Since our nation’s founding, the government — colonial, federal, and state — has punished a varying percentage of arbitrarily-selected murders with the ultimate sanction: death.
More than 14,000 people have been legally executed since colonial times, most of them in the early 20th Century. By the 1930s, as many as 150 people were executed each year. However, public outrage and legal challenges caused the practice to wane. By 1967, capital punishment had virtually halted in the United States, pending the outcome of several court challenges.
In 1972, in Furman v. Georgia, the Supreme Court invalidated hundreds of death sentences, declaring that then existing state laws were applied in an “arbitrary and capricious” manner and, thus, violated the Eighth Amendment’s prohibition against cruel and unusual punishment, and the Fourteenth Amendment’s guarantees of equal protection of the laws and due process. But in 1976, in Gregg v. Georgia, the Court resuscitated the death penalty: It ruled that the penalty “does not invariably violate the Constitution” if administered in a manner designed to guard against arbitrariness and discrimination. Several states promptly passed or reenacted capital punishment laws.
Today, states have laws authorizing the death penalty, as does the military and the federal government. Several states in the Midwest and Northeast have abolished capital punishment. Alaska and Hawaii have never had the death penalty. The vast majority of executions have taken place in 10 states from the South and over 35% have occurred in Texas. In 2004, the high courts of Kansas and New York struck down their death penalty statutes as unconstitutional and the legislatures have yet to reinstate them.
Today, about 3,350 people are on “death row.” Virtually all are poor, a significant number are mentally disabled, more than 40 percent are African American, and a disproportionate number are Native American, Latino, and Asian.
The ACLU believes that, in all circumstances, the death penalty is unconstitutional under the Eighth Amendment. We also believe that the death penalty continues to be applied in an arbitrary and discriminatory manner in violation of the Fourteenth Amendment.

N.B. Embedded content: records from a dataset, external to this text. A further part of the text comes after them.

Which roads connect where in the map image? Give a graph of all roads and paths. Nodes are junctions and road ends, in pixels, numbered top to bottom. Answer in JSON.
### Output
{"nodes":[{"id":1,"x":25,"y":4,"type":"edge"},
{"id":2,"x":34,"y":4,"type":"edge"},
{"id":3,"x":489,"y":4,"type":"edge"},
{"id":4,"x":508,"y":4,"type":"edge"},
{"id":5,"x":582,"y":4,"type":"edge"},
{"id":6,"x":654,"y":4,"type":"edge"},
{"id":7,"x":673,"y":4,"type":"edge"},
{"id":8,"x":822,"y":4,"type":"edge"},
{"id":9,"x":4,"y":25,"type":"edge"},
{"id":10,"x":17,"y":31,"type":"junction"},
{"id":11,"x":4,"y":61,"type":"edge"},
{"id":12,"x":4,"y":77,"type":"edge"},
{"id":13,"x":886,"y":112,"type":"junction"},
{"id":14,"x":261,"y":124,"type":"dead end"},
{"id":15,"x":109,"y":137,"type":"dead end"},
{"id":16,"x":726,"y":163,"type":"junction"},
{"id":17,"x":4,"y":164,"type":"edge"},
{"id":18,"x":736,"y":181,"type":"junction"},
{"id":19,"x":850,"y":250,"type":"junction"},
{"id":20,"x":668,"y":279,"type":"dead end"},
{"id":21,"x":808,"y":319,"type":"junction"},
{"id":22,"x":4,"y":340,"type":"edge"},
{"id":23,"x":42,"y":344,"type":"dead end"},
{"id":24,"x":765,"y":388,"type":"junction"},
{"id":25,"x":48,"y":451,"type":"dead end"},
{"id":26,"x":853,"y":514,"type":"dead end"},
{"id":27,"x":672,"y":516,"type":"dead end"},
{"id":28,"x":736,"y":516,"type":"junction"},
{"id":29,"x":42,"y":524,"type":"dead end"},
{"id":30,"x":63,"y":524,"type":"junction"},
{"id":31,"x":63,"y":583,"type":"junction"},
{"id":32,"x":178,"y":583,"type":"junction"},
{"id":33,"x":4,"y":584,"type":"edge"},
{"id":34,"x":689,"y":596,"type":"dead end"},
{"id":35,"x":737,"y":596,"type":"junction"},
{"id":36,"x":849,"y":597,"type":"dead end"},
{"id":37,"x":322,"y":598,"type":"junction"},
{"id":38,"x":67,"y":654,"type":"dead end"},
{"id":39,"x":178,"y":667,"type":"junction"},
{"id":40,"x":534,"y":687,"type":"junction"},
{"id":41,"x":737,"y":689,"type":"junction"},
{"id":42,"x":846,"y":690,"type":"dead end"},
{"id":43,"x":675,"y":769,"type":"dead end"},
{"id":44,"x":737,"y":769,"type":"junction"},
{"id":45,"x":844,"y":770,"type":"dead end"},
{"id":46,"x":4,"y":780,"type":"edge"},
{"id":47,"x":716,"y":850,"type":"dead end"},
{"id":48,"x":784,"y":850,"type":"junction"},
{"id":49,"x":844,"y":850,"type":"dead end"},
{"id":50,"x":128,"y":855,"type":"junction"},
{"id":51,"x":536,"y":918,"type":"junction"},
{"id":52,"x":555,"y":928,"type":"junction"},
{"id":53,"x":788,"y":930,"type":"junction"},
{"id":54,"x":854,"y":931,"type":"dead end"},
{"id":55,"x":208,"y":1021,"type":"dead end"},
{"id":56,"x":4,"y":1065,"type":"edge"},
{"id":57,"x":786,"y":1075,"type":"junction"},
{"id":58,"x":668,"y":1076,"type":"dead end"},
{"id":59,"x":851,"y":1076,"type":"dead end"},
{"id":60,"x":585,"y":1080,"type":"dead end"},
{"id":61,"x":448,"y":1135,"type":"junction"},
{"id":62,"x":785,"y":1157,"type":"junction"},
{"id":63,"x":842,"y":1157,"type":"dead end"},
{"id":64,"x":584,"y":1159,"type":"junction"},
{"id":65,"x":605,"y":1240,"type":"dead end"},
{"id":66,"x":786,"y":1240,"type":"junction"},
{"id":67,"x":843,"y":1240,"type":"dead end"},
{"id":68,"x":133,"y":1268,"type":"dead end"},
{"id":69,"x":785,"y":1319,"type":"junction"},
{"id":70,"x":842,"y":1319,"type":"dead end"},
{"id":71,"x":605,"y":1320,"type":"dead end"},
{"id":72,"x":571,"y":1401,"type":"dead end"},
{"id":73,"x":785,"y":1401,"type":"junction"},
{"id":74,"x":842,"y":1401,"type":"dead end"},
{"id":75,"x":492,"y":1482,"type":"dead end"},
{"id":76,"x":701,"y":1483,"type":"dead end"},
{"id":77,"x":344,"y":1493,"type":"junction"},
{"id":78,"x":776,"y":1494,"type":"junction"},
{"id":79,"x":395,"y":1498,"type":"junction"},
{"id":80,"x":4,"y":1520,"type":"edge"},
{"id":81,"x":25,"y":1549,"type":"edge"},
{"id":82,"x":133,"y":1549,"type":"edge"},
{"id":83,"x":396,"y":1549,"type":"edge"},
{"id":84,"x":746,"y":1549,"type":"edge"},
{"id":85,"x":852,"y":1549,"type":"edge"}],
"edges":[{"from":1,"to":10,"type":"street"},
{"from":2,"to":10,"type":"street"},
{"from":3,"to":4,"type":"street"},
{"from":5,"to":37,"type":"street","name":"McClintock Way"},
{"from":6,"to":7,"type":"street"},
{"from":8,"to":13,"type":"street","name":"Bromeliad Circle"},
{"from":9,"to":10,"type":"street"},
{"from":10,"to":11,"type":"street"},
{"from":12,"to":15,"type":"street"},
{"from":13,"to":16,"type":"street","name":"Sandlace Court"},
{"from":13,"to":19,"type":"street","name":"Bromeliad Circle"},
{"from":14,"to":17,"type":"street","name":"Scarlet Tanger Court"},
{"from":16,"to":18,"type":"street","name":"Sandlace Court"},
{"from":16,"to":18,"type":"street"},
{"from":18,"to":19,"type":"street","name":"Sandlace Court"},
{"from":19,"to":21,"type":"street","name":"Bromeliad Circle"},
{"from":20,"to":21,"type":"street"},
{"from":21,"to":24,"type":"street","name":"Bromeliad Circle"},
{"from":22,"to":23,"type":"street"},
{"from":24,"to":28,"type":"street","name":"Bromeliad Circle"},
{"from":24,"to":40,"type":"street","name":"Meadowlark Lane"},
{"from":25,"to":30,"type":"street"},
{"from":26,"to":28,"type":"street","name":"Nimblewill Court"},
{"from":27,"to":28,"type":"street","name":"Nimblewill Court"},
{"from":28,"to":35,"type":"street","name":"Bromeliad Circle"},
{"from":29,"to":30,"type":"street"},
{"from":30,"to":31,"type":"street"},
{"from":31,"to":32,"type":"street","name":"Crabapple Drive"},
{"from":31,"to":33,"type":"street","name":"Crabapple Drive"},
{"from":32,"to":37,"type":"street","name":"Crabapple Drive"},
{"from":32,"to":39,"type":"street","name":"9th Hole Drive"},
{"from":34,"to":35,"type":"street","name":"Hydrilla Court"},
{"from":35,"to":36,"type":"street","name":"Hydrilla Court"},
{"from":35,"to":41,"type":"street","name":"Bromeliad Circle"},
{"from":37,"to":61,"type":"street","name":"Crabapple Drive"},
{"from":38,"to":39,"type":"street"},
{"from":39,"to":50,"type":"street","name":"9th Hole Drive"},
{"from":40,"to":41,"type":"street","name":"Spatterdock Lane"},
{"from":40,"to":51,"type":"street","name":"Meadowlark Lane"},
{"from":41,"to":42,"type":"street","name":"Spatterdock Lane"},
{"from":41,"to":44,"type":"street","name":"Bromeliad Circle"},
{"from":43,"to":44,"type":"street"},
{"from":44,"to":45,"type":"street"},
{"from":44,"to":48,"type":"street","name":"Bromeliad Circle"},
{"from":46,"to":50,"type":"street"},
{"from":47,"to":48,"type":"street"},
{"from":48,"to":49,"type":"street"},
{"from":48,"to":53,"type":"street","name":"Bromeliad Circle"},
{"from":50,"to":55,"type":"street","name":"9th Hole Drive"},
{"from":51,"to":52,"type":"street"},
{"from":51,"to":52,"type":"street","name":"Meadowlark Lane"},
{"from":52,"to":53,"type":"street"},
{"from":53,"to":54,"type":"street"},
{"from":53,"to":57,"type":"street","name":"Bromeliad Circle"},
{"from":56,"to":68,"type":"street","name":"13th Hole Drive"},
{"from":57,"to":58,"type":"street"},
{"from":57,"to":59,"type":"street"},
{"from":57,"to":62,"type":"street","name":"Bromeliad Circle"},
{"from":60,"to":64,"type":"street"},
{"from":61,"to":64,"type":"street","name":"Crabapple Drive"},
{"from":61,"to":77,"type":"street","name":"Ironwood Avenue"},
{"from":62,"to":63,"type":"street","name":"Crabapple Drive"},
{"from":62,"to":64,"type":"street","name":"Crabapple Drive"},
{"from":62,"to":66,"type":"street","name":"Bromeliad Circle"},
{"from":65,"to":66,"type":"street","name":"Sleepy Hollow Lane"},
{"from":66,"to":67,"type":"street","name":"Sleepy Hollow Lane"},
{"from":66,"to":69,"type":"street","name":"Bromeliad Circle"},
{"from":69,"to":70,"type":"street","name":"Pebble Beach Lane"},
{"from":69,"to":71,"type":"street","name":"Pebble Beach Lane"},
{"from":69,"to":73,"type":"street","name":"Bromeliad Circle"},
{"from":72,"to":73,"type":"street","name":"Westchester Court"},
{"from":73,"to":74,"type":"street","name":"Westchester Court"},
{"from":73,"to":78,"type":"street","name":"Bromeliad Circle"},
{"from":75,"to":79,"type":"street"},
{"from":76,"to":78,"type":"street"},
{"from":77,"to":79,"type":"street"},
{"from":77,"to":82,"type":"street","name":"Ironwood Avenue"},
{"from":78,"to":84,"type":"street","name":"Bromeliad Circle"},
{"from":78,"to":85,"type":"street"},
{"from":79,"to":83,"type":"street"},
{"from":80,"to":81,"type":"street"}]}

Frequently Asked Questions raised by the public about Capital Punishment
Q: Doesn’t the Death Penalty deter crime, especially murder?
A: No, there is no credible evidence that the death penalty deters crime more effectively than long terms of imprisonment. States that have death penalty laws do not have lower crime rates or murder rates than states without such laws. And states that have abolished capital punishment show no significant changes in either crime or murder rates.
The death penalty has no deterrent effect. Claims that each execution deters a certain number of murders have been thoroughly discredited by social science research. People commit murders largely in the heat of passion, under the influence of alcohol or drugs, or because they are mentally ill, giving little or no thought to the possible consequences of their acts. The few murderers who plan their crimes beforehand — for example, professional executioners — intend and expect to avoid punishment altogether by not getting caught. Some self-destructive individuals may even hope they will be caught and executed.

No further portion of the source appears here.